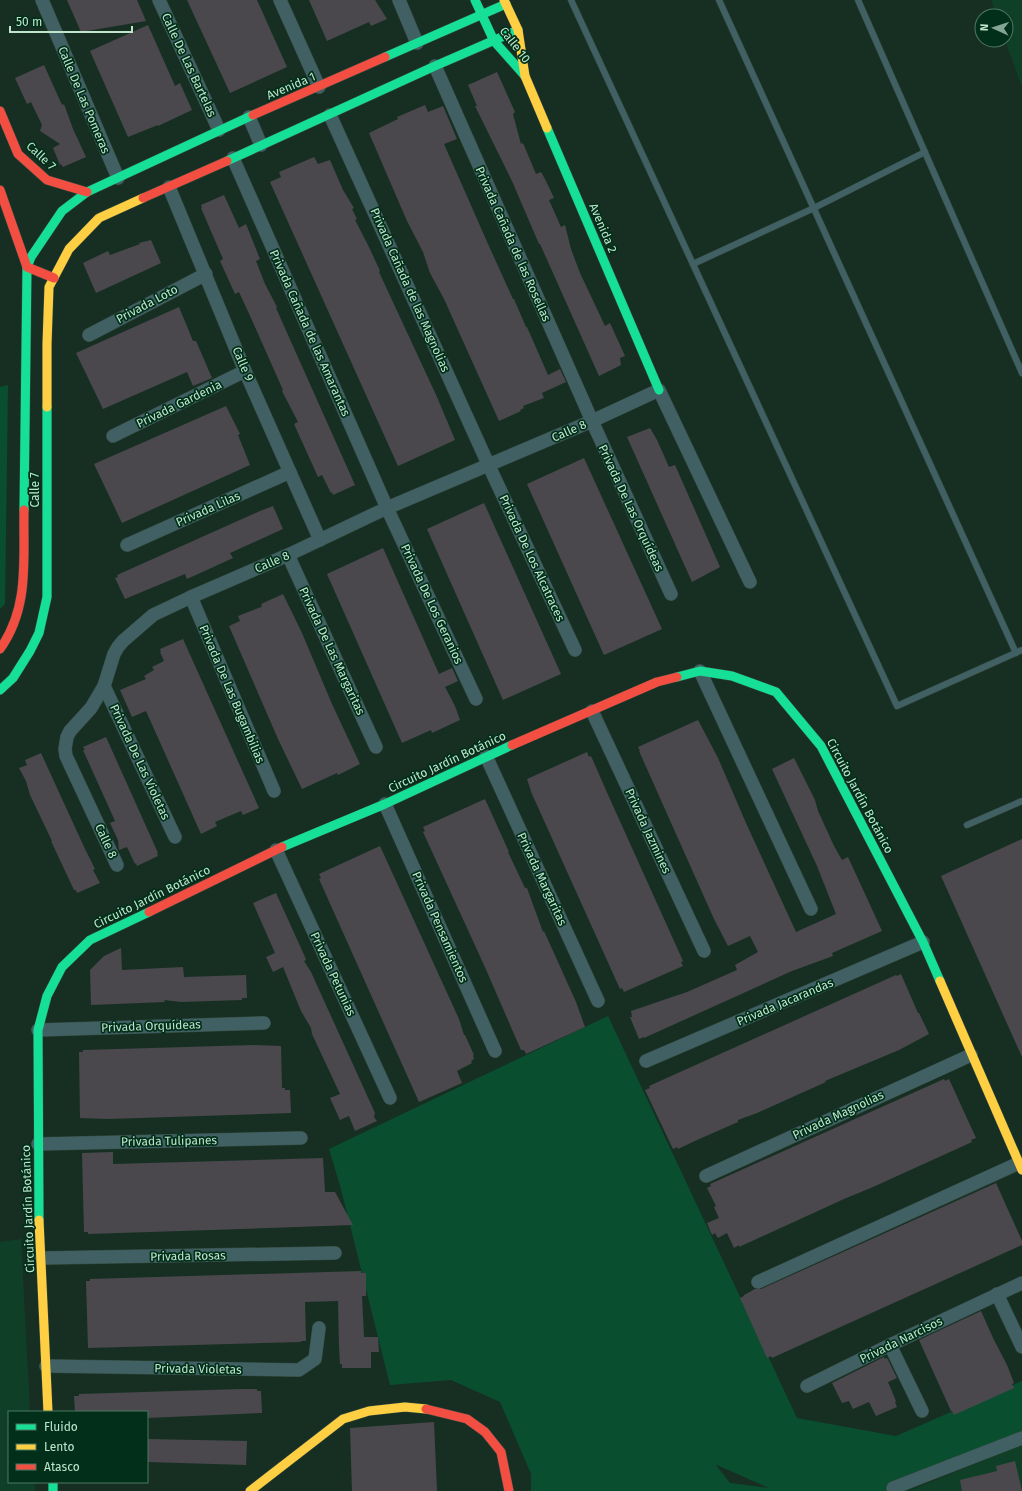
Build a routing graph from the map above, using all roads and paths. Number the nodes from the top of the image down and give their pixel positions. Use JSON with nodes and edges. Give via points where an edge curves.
{"nodes":[{"id":1,"x":42,"y":0,"type":"edge"},
{"id":2,"x":159,"y":0,"type":"edge"},
{"id":3,"x":280,"y":0,"type":"edge"},
{"id":4,"x":398,"y":0,"type":"edge"},
{"id":5,"x":475,"y":0,"type":"edge"},
{"id":6,"x":571,"y":0,"type":"edge"},
{"id":7,"x":719,"y":0,"type":"edge"},
{"id":8,"x":858,"y":0,"type":"edge"},
{"id":9,"x":505,"y":2,"type":"edge"},
{"id":10,"x":482,"y":15,"type":"junction"},
{"id":11,"x":518,"y":30,"type":"junction"},
{"id":12,"x":494,"y":41,"type":"junction"},
{"id":13,"x":417,"y":43,"type":"junction"},
{"id":14,"x":435,"y":66,"type":"junction"},
{"id":15,"x":525,"y":76,"type":"junction"},
{"id":16,"x":320,"y":87,"type":"junction"},
{"id":17,"x":0,"y":111,"type":"edge"},
{"id":18,"x":330,"y":115,"type":"junction"},
{"id":19,"x":249,"y":117,"type":"junction"},
{"id":20,"x":219,"y":130,"type":"junction"},
{"id":21,"x":261,"y":145,"type":"junction"},
{"id":22,"x":925,"y":152,"type":"junction"},
{"id":23,"x":234,"y":158,"type":"junction"},
{"id":24,"x":118,"y":178,"type":"junction"},
{"id":25,"x":169,"y":187,"type":"junction"},
{"id":26,"x":0,"y":190,"type":"edge"},
{"id":27,"x":87,"y":192,"type":"junction"},
{"id":28,"x":814,"y":208,"type":"junction"},
{"id":29,"x":693,"y":264,"type":"junction"},
{"id":30,"x":27,"y":267,"type":"junction"},
{"id":31,"x":206,"y":274,"type":"junction"},
{"id":32,"x":54,"y":278,"type":"junction"},
{"id":33,"x":89,"y":335,"type":"dead end"},
{"id":34,"x":245,"y":371,"type":"junction"},
{"id":35,"x":1022,"y":372,"type":"edge"},
{"id":36,"x":659,"y":390,"type":"junction"},
{"id":37,"x":592,"y":421,"type":"junction"},
{"id":38,"x":113,"y":436,"type":"dead end"},
{"id":39,"x":489,"y":466,"type":"junction"},
{"id":40,"x":290,"y":472,"type":"junction"},
{"id":41,"x":387,"y":508,"type":"junction"},
{"id":42,"x":320,"y":540,"type":"junction"},
{"id":43,"x":126,"y":545,"type":"dead end"},
{"id":44,"x":288,"y":555,"type":"junction"},
{"id":45,"x":750,"y":582,"type":"dead end"},
{"id":46,"x":671,"y":594,"type":"dead end"},
{"id":47,"x":191,"y":597,"type":"junction"},
{"id":48,"x":0,"y":650,"type":"edge"},
{"id":49,"x":574,"y":650,"type":"dead end"},
{"id":50,"x":1019,"y":651,"type":"edge"},
{"id":51,"x":700,"y":672,"type":"junction"},
{"id":52,"x":104,"y":686,"type":"junction"},
{"id":53,"x":0,"y":690,"type":"edge"},
{"id":54,"x":476,"y":699,"type":"dead end"},
{"id":55,"x":592,"y":710,"type":"junction"},
{"id":56,"x":376,"y":747,"type":"dead end"},
{"id":57,"x":486,"y":756,"type":"junction"},
{"id":58,"x":274,"y":791,"type":"dead end"},
{"id":59,"x":1022,"y":801,"type":"edge"},
{"id":60,"x":385,"y":804,"type":"junction"},
{"id":61,"x":967,"y":825,"type":"dead end"},
{"id":62,"x":175,"y":837,"type":"dead end"},
{"id":63,"x":276,"y":850,"type":"junction"},
{"id":64,"x":117,"y":865,"type":"dead end"},
{"id":65,"x":811,"y":909,"type":"dead end"},
{"id":66,"x":923,"y":942,"type":"junction"},
{"id":67,"x":704,"y":952,"type":"dead end"},
{"id":68,"x":598,"y":1001,"type":"dead end"},
{"id":69,"x":264,"y":1023,"type":"dead end"},
{"id":70,"x":38,"y":1030,"type":"junction"},
{"id":71,"x":495,"y":1051,"type":"dead end"},
{"id":72,"x":971,"y":1054,"type":"junction"},
{"id":73,"x":646,"y":1061,"type":"dead end"},
{"id":74,"x":390,"y":1098,"type":"dead end"},
{"id":75,"x":301,"y":1138,"type":"dead end"},
{"id":76,"x":38,"y":1144,"type":"junction"},
{"id":77,"x":1020,"y":1167,"type":"edge"},
{"id":78,"x":706,"y":1176,"type":"dead end"},
{"id":79,"x":335,"y":1254,"type":"dead end"},
{"id":80,"x":42,"y":1258,"type":"junction"},
{"id":81,"x":758,"y":1282,"type":"dead end"},
{"id":82,"x":1022,"y":1282,"type":"edge"},
{"id":83,"x":997,"y":1294,"type":"junction"},
{"id":84,"x":319,"y":1328,"type":"dead end"},
{"id":85,"x":890,"y":1344,"type":"junction"},
{"id":86,"x":1022,"y":1347,"type":"edge"},
{"id":87,"x":46,"y":1366,"type":"junction"},
{"id":88,"x":807,"y":1386,"type":"dead end"},
{"id":89,"x":48,"y":1411,"type":"edge"},
{"id":90,"x":922,"y":1411,"type":"dead end"},
{"id":91,"x":1022,"y":1438,"type":"edge"},
{"id":92,"x":893,"y":1488,"type":"dead end"},
{"id":93,"x":250,"y":1491,"type":"edge"},
{"id":94,"x":509,"y":1491,"type":"edge"}],
"edges":[{"from":1,"to":24,"type":"street","name":"Calle De Las Pomeras"},
{"from":2,"to":20,"type":"street","name":"Calle De Las Bartelas"},
{"from":3,"to":16,"type":"street"},
{"from":4,"to":13,"type":"street"},
{"from":5,"to":10,"type":"street","name":"Calle 10"},
{"from":6,"to":29,"type":"lane"},
{"from":7,"to":28,"type":"lane"},
{"from":8,"to":22,"type":"lane"},
{"from":9,"to":10,"type":"street","name":"Avenida 1"},
{"from":9,"to":11,"type":"street","name":"Calle 10"},
{"from":10,"to":12,"type":"street","name":"Calle 10"},
{"from":10,"to":13,"type":"street","name":"Avenida 1"},
{"from":11,"to":12,"type":"street"},
{"from":11,"to":15,"type":"street","name":"Calle 10"},
{"from":12,"to":14,"type":"street"},
{"from":12,"to":15,"type":"street","name":"Calle 10"},
{"from":13,"to":16,"type":"street","name":"Avenida 1"},
{"from":14,"to":18,"type":"street"},
{"from":14,"to":37,"type":"street","name":"Privada Cañada de las Rosellas"},
{"from":15,"to":36,"type":"street","name":"Avenida 2"},
{"from":16,"to":19,"type":"street","name":"Avenida 1"},
{"from":17,"to":27,"type":"street","name":"Calle 7","via":[[18,154],[47,180]]},
{"from":18,"to":21,"type":"street"},
{"from":18,"to":39,"type":"street","name":"Privada Cañada de las Magnolias"},
{"from":19,"to":20,"type":"street","name":"Avenida 1"},
{"from":19,"to":21,"type":"street"},
{"from":20,"to":24,"type":"street","name":"Avenida 1"},
{"from":21,"to":23,"type":"street"},
{"from":22,"to":28,"type":"lane"},
{"from":22,"to":35,"type":"lane"},
{"from":23,"to":25,"type":"street"},
{"from":23,"to":41,"type":"street","name":"Privada Cañada de las Amarantas"},
{"from":24,"to":27,"type":"street","name":"Avenida 1"},
{"from":25,"to":31,"type":"street","name":"Calle 9"},
{"from":25,"to":32,"type":"street","name":"Calle 7","via":[[99,218],[69,249]]},
{"from":26,"to":30,"type":"street","name":"Calle 7"},
{"from":27,"to":30,"type":"street","name":"Calle 7","via":[[62,211]]},
{"from":28,"to":29,"type":"lane"},
{"from":28,"to":50,"type":"lane"},
{"from":29,"to":50,"type":"lane","via":[[897,706]]},
{"from":30,"to":32,"type":"street"},
{"from":30,"to":48,"type":"street","name":"Calle 7","via":[[23,581],[21,606],[13,628]]},
{"from":31,"to":33,"type":"street","name":"Privada Loto"},
{"from":31,"to":34,"type":"street","name":"Calle 9"},
{"from":32,"to":53,"type":"street","name":"Calle 7","via":[[49,287],[47,344],[47,597],[41,626],[31,651]]},
{"from":34,"to":38,"type":"street","name":"Privada Gardenia"},
{"from":34,"to":40,"type":"street","name":"Calle 9"},
{"from":36,"to":37,"type":"street","name":"Calle 8"},
{"from":36,"to":45,"type":"street"},
{"from":37,"to":39,"type":"street","name":"Calle 8"},
{"from":37,"to":46,"type":"street","name":"Privada De Las Orquídeas"},
{"from":39,"to":41,"type":"street","name":"Calle 8"},
{"from":39,"to":49,"type":"street","name":"Privada De Los Alcatraces"},
{"from":40,"to":42,"type":"street","name":"Calle 9"},
{"from":40,"to":43,"type":"street","name":"Privada Lilas"},
{"from":41,"to":42,"type":"street","name":"Calle 8"},
{"from":41,"to":54,"type":"street","name":"Privada De Los Geranios"},
{"from":42,"to":44,"type":"street","name":"Calle 8"},
{"from":44,"to":47,"type":"street","name":"Calle 8"},
{"from":44,"to":56,"type":"street","name":"Privada De Las Margaritas"},
{"from":47,"to":52,"type":"street","name":"Calle 8","via":[[153,615],[123,640],[114,654]]},
{"from":47,"to":58,"type":"street","name":"Privada De Las Bugambilias"},
{"from":51,"to":55,"type":"street","name":"Circuito Jardín Botánico","via":[[657,682]]},
{"from":51,"to":65,"type":"street"},
{"from":51,"to":66,"type":"street","name":"Circuito Jardín Botánico","via":[[732,676],[776,692],[821,746]]},
{"from":52,"to":62,"type":"street","name":"Privada De Las Violetas"},
{"from":52,"to":64,"type":"street","name":"Calle 8","via":[[92,708],[70,731],[65,749]]},
{"from":55,"to":57,"type":"street","name":"Circuito Jardín Botánico"},
{"from":55,"to":67,"type":"street","name":"Privada Jazmines"},
{"from":57,"to":60,"type":"street","name":"Circuito Jardín Botánico"},
{"from":57,"to":68,"type":"street","name":"Privada Margaritas"},
{"from":59,"to":61,"type":"lane"},
{"from":60,"to":63,"type":"street","name":"Circuito Jardín Botánico"},
{"from":60,"to":71,"type":"street","name":"Privada Pensamientos"},
{"from":63,"to":70,"type":"street","name":"Circuito Jardín Botánico","via":[[90,940],[62,967],[47,996]]},
{"from":63,"to":74,"type":"street","name":"Privada Petunias"},
{"from":66,"to":72,"type":"street","name":"Circuito Jardín Botánico"},
{"from":66,"to":73,"type":"street","name":"Privada Jacarandas"},
{"from":69,"to":70,"type":"street","name":"Privada Orquídeas"},
{"from":70,"to":76,"type":"street","name":"Circuito Jardín Botánico"},
{"from":72,"to":77,"type":"street","name":"Circuito Jardín Botánico"},
{"from":72,"to":78,"type":"street","name":"Privada Magnolias"},
{"from":75,"to":76,"type":"street","name":"Privada Tulipanes"},
{"from":76,"to":80,"type":"street","name":"Circuito Jardín Botánico"},
{"from":77,"to":81,"type":"street"},
{"from":79,"to":80,"type":"street","name":"Privada Rosas"},
{"from":80,"to":87,"type":"street","name":"Circuito Jardín Botánico"},
{"from":82,"to":83,"type":"street","name":"Privada Narcisos"},
{"from":83,"to":85,"type":"street","name":"Privada Narcisos"},
{"from":83,"to":86,"type":"street"},
{"from":84,"to":87,"type":"street","name":"Privada Violetas","via":[[315,1359],[299,1370]]},
{"from":85,"to":88,"type":"street","name":"Privada Narcisos"},
{"from":85,"to":90,"type":"street"},
{"from":87,"to":89,"type":"street","name":"Circuito Jardín Botánico"},
{"from":91,"to":92,"type":"street"},
{"from":93,"to":94,"type":"street","via":[[343,1419],[369,1411],[405,1408],[424,1409],[467,1419],[485,1432],[501,1452]]}]}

» INSTRUCTIONS FOR THE TASK
What is needed is the number of lines above that include the string "nodes", and nothing else.

» YOUR RESPONSE
2